__Exercise directions__.
Starting with the first line and ending with the last, copy the entries word for word.

______

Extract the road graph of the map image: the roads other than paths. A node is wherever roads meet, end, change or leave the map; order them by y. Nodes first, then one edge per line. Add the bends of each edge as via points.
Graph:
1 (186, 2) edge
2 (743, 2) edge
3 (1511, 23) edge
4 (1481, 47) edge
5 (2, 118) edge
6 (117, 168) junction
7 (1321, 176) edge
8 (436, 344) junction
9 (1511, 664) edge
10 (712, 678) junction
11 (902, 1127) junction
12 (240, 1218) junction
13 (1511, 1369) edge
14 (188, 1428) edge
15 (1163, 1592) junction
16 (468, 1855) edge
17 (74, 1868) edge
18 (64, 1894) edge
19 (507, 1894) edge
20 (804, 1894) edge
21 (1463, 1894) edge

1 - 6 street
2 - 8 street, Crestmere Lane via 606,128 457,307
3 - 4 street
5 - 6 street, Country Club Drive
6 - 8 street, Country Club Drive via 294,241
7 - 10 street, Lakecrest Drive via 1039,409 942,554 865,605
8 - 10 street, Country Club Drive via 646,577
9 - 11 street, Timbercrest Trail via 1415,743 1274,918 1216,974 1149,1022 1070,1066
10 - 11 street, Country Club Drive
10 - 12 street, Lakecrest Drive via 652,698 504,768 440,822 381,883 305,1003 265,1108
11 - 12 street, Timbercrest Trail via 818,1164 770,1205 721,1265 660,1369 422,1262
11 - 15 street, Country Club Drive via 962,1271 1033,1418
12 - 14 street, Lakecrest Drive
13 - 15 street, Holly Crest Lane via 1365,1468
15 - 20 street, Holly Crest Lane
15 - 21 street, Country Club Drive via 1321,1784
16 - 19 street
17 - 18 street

______

__Result of the exercise__.
Extract the road graph of the map image: the roads other than paths. A node is wherever roads meet, end, change or leave the map; order them by y. Nodes first, then one edge per line. Add the bends of each edge as via points.
Graph:
1 (186, 2) edge
2 (743, 2) edge
3 (1511, 23) edge
4 (1481, 47) edge
5 (2, 118) edge
6 (117, 168) junction
7 (1321, 176) edge
8 (436, 344) junction
9 (1511, 664) edge
10 (712, 678) junction
11 (902, 1127) junction
12 (240, 1218) junction
13 (1511, 1369) edge
14 (188, 1428) edge
15 (1163, 1592) junction
16 (468, 1855) edge
17 (74, 1868) edge
18 (64, 1894) edge
19 (507, 1894) edge
20 (804, 1894) edge
21 (1463, 1894) edge

1 - 6 street
2 - 8 street, Crestmere Lane via 606,128 457,307
3 - 4 street
5 - 6 street, Country Club Drive
6 - 8 street, Country Club Drive via 294,241
7 - 10 street, Lakecrest Drive via 1039,409 942,554 865,605
8 - 10 street, Country Club Drive via 646,577
9 - 11 street, Timbercrest Trail via 1415,743 1274,918 1216,974 1149,1022 1070,1066
10 - 11 street, Country Club Drive
10 - 12 street, Lakecrest Drive via 652,698 504,768 440,822 381,883 305,1003 265,1108
11 - 12 street, Timbercrest Trail via 818,1164 770,1205 721,1265 660,1369 422,1262
11 - 15 street, Country Club Drive via 962,1271 1033,1418
12 - 14 street, Lakecrest Drive
13 - 15 street, Holly Crest Lane via 1365,1468
15 - 20 street, Holly Crest Lane
15 - 21 street, Country Club Drive via 1321,1784
16 - 19 street
17 - 18 street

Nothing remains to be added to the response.